Supachai Pupha

Personal information
- Full name: Supachai Phupa
- Date of birth: 22 January 1987 (age 38)
- Place of birth: Suphan Buri, Thailand
- Height: 1.70 m (5 ft 7 in)
- Position(s): Right Back

Senior career*
- Years: Team / Apps / (Gls)
- 2003–2005: Suphanburi
- 2006–2008: Krung Thai Bank
- 2009–2010: Bangkok Glass
- 2010: Muangthong United
- 2010: Chanthaburi
- 2010–2011: BEC Tero Sasana
- 2012: Nakhon Ratchasima
- 2013–2014: Ayutthaya
- 2015–2017: Lampang

= Supachai Phupa =

Thai footballer (born 1987)

Supachai Phupa (สุภชัย ภูผา) is a retired professional footballer from Thailand. He played in Thai Premier League with teams Krung Thai Bank F.C., Bangkok Glass F.C., BEC Tero Sasana F.C. While he was with Krung Thai, he played for the team in the 2008 AFC Champions League group stages.
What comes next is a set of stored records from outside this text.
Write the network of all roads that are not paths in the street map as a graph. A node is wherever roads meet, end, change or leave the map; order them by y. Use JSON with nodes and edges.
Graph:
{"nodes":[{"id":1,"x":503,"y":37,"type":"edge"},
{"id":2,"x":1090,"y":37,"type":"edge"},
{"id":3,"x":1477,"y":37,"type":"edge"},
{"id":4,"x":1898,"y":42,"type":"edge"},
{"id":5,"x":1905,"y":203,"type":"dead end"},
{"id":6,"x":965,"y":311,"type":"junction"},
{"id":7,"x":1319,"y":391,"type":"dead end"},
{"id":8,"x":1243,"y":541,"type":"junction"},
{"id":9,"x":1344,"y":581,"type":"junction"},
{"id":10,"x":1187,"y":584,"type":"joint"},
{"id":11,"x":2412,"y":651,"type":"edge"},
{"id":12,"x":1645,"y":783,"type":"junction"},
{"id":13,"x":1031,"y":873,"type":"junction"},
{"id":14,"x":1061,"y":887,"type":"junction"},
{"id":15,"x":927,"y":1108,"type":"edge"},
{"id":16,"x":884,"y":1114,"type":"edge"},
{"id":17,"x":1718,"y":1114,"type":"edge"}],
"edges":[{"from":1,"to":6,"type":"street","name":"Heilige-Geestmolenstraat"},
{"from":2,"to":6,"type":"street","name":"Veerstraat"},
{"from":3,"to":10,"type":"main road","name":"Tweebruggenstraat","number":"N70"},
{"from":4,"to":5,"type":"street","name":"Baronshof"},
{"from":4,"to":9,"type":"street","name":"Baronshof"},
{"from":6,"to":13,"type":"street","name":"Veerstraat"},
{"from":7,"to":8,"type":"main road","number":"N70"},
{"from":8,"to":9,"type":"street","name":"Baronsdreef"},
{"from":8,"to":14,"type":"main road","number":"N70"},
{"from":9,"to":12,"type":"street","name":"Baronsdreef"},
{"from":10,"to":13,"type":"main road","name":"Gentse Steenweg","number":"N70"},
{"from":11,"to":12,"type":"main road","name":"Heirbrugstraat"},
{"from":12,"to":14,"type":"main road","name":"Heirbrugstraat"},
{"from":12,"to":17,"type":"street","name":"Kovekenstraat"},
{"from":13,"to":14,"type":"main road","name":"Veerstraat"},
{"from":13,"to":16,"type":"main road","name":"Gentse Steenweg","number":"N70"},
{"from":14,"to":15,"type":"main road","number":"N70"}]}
He was also part of U-19 Thailand National Football Team and Thailand National Football Team in 2009 Southeast Asian Games.

He has an elder twin brother Surachet Phupa (สุรเชษฎ์ ภูผา) who is also a professional footballer and played in the same team while they were with Suphanburi F.C., Krung Thai Bank F.C., Bangkok Glass F.C., Muangthong United F.C., and Chanthaburi F.C.

==Playing career==
He and his twin brother played football at right back and left back positions, respectively, while they were studying at Suphanburi Sports School and played well enough to become part of Thailand team to compete for AFC U-14 Championship. For their national team performance, they were noticed and signed with the local Division 1 football team Suphanburi F.C.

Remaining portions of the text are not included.